KOMİSYON KONUŞMASI

ÜMİT ÖZLALE (İzmir) - Sayın Başkan, değerli milletvekilleri, basın emekçileri; hepinizi saygıyla selamlıyorum.

Şimdi, bana göre ilk kanun teklifinde 2 tane problem var: Bunlardan bir tanesi net işlem hacmi üzerinden lisans payının hesaplanması. İkincisi de pazar payı hesaplanırken de sadece pazar yerlerinin değil tüm ticaret sektörünün pazar payının hesaplanması. Bu 2 tanesi temel problemi doğuruyor. Şimdi, net işlem hacmini şöyle anlatayım ben size: Diyelim ki ben bir üreticiyim, siz bir tüketicisiniz. Ben bir e-ticaret şirketi vasıtasıyla size devamlı malımı satıyorum; burada herkes mutlu, e-ticaret şirketi görevini yerine getiriyor. Ben size ne kadar fazla ürettiğim malı satarsam o kadar fazla lisans işlem ücreti ödemek zorunda kalıyorum. Bu da bir yerden sonra bütün lisanslama ücretini net işlem hacmi üzerinden yapmanın bir sakınca getirdiğini ve net işlem hacmi yüksek olan şirketlerin bir yerden sonra çok yüksek oranda lisans ücreti ödemeye mahkûm olduğunu söylüyor. Burada doğru olan, kanun teklifinde net işlem hacmi üzerinden değil de gelir üzerinden bir lisanslama yapılıp öyle pazar paylarının kontrol edilmesiydi o yapılmamış ilk başta.

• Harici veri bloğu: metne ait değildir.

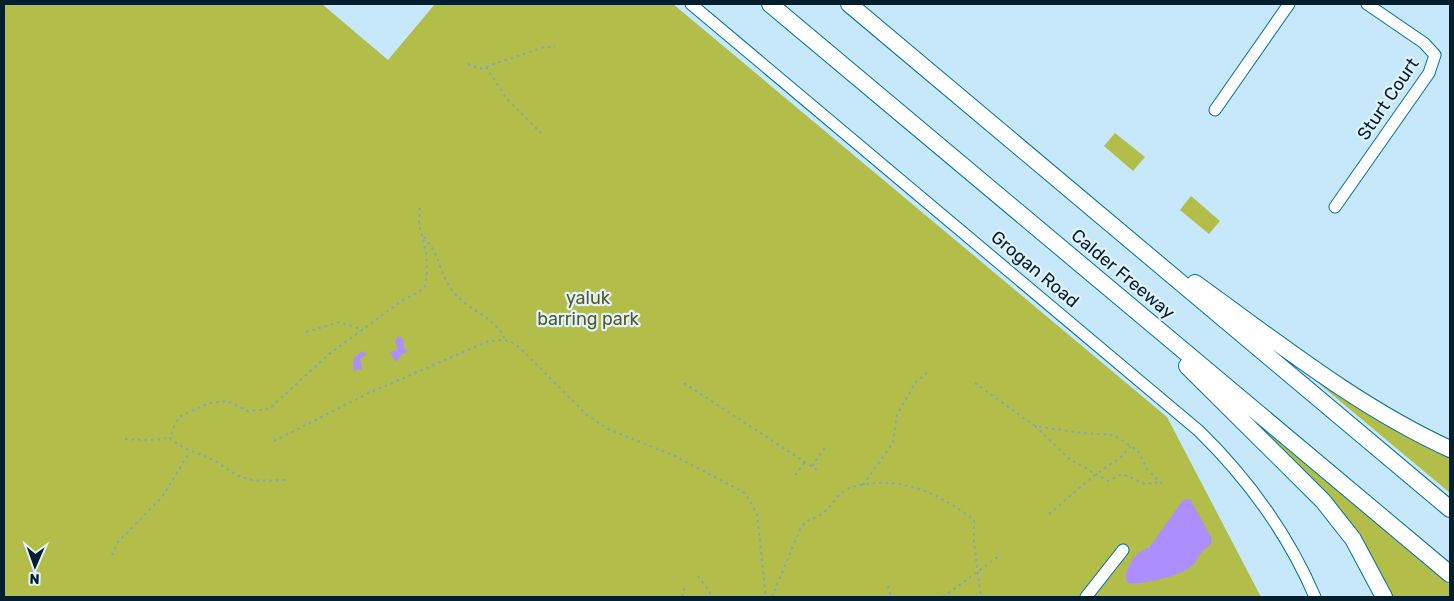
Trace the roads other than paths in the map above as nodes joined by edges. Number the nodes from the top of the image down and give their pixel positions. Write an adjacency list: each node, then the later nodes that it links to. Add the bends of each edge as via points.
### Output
1 (691, 4): 15 (street, Grogan Road, via 1199,431 1242,475 1264,506 1294,554)
2 (770, 4): 6 (highway, Calder Freeway)
3 (850, 4): 8 (highway, Calder Freeway)
4 (1288, 4): 7 (street)
5 (1367, 4): 9 (street, Sturt Court, via 1435,55 1429,73)
6 (854, 75): 13 (highway, Calder Freeway); 16 (highway, via 1182,362 1288,465 1323,501 1353,539)
7 (1215, 110)
8 (1079, 197): 10 (highway, via 1300,358 1399,424); 11 (highway, Calder Freeway)
9 (1335, 207)
10 (1450, 449)
11 (1450, 509)
12 (1123, 550): 14 (street)
13 (1450, 574)
14 (1086, 597)
15 (1315, 597)
16 (1384, 597)

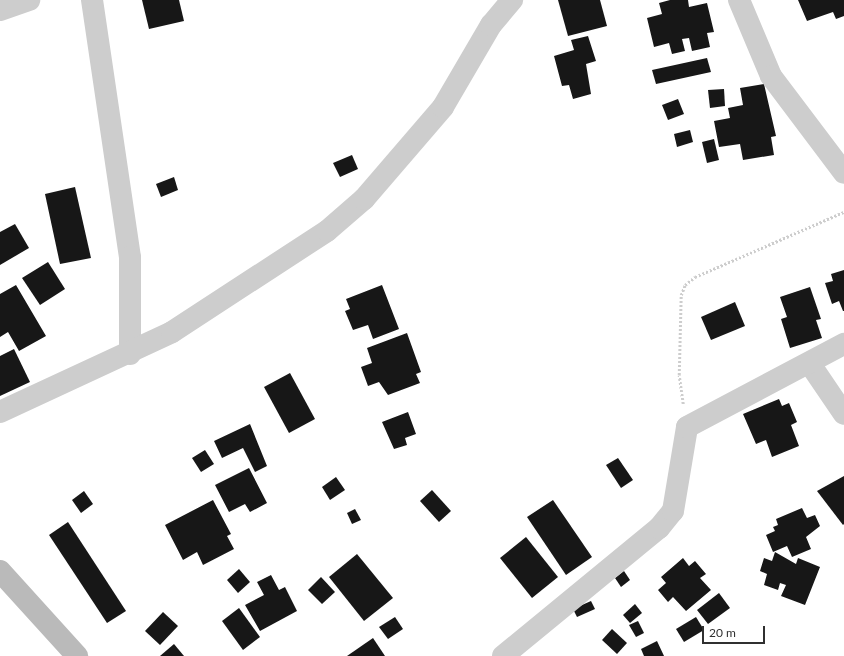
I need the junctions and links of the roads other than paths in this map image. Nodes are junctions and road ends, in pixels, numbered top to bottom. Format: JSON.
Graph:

O yüzden de bir kez düğmeyi yanlış iliklediğin zaman gerisi geliyor. İkincisi, pazar payı hesaplaması. Yani sadece pazar yerlerinin değil tüm ticaret sektörünün pazar payı üzerinden gidiyoruz. Şöyle bir örnek vereyim: Sadece pazar yerlerinin pazar payı oranına baktığınız zaman, birinci büyük şirketin pazar payı yüzde 55 pazar yerleri ama bütün e-ticaret sektörüne baktığınız zaman yüzde 21. Arada devasa bir fark var. Bizim burada tartışmamız gereken noktalardan bir tanesi de buydu. Birinci şirketin, en büyük şirketin piyasa büyüklüğünü neye göre tartışmamız gerekiyor? Bütün e-ticaret sektörüne göre mi yoksa pazar yerlerine göre mi? Yani biz neyi tekelleştirmek istemiyoruz? Neyin tekelleşmesinin önüne geçmek istiyoruz? Dolayısıyla, bu ilk yazılan kanun teklifinde bu 2 noktaya dikkat edilmediği için hâlâ bunun çevresinde çok da sonuca varamadığımız bir tartışma yürütüyoruz; ilk önce bunu not etmek lazım.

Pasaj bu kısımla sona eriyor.